- Born: 1956 (age 68–69) Kingston, Jamaica
- Genres: Reggae, lovers rock
- Occupation: Singer-songwriter
- Instrument: Vocals
- Years active: Early 1970s–present
- Labels: Ashanti, VP

= Sharon Forrester =

Jamaican reggae singer

Sharon Forrester (born 1956) is a Jamaican reggae singer who had success in the 1970s and 1990s.

==Biography==
Born in Kingston, Jamaica in 1956, Forrester was born into a musical family and began singing at an early age, singing in church choirs from the age of six. After performing to tourists on Jamaica's north coast, she appeared on television alongside Richard Ace, and was introduced to Geoffrey Chung. She had success in 1973 with the single "Silly Wasn't I", produced by Chung and backed by his Now Generation Band, and performed alongside The Wailers at the Ethiopian Benefit Concert later that year. Chung also produced her debut album, Sharon, mostly recorded in the United Kingdom in 1974 due to a musicians strike in Jamaica. While in the UK, she appeared in the BFI film Moon Over the Alley alongside Danny Ray.

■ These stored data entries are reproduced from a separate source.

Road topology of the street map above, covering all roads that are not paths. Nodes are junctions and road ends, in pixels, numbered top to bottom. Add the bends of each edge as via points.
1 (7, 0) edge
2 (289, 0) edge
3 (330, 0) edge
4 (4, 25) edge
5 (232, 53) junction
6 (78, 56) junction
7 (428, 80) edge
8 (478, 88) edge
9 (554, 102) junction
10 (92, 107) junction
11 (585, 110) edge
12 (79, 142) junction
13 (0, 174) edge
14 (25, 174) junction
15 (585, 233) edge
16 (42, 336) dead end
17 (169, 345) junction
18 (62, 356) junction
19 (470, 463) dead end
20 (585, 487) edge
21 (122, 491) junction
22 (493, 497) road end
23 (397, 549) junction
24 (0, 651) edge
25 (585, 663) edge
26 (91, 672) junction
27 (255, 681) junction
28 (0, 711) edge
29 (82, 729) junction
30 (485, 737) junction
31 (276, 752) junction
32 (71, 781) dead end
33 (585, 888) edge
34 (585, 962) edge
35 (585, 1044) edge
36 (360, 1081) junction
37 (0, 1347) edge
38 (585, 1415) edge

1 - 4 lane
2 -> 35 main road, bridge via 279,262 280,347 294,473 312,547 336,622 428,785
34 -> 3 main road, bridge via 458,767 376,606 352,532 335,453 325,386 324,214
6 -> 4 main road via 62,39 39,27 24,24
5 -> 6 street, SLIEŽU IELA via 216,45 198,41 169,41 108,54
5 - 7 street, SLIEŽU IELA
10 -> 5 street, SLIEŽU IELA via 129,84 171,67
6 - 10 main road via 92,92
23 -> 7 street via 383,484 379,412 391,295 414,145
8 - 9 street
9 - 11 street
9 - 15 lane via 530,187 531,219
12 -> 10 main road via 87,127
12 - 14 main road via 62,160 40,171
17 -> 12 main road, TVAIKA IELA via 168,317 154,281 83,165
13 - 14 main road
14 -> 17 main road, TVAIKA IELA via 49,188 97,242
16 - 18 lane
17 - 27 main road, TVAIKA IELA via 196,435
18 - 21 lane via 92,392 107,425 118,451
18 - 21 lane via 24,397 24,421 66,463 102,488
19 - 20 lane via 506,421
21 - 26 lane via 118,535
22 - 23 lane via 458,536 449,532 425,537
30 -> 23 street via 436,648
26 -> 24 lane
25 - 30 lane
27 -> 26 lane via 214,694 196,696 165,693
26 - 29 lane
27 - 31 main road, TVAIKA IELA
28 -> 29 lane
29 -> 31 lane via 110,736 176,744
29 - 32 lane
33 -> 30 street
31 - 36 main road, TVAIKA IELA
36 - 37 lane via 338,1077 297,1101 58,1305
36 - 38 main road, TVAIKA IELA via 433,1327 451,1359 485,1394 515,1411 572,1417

In the autumn of 1974 she was part of the Jamaica Showcase international tour, along with Dennis Brown, The Maytals, and Cynthia Richards, and she also appeared on the UK television show Aquarius, performing a version of George Harrison's "Here Comes the Sun". For much of the next twenty years she only recorded intermittently, and worked occasionally as a backing vocalist, but returned with the "Love Inside" single in 1994, which was a top 50 hit in the UK, and the This Time album in 1996. Since then she has provided guest vocals or backing vocals on recordings by other artists including Alpha Blondy, Burning Spear, Jimmy Cliff, The Heptones, and Yami Bolo.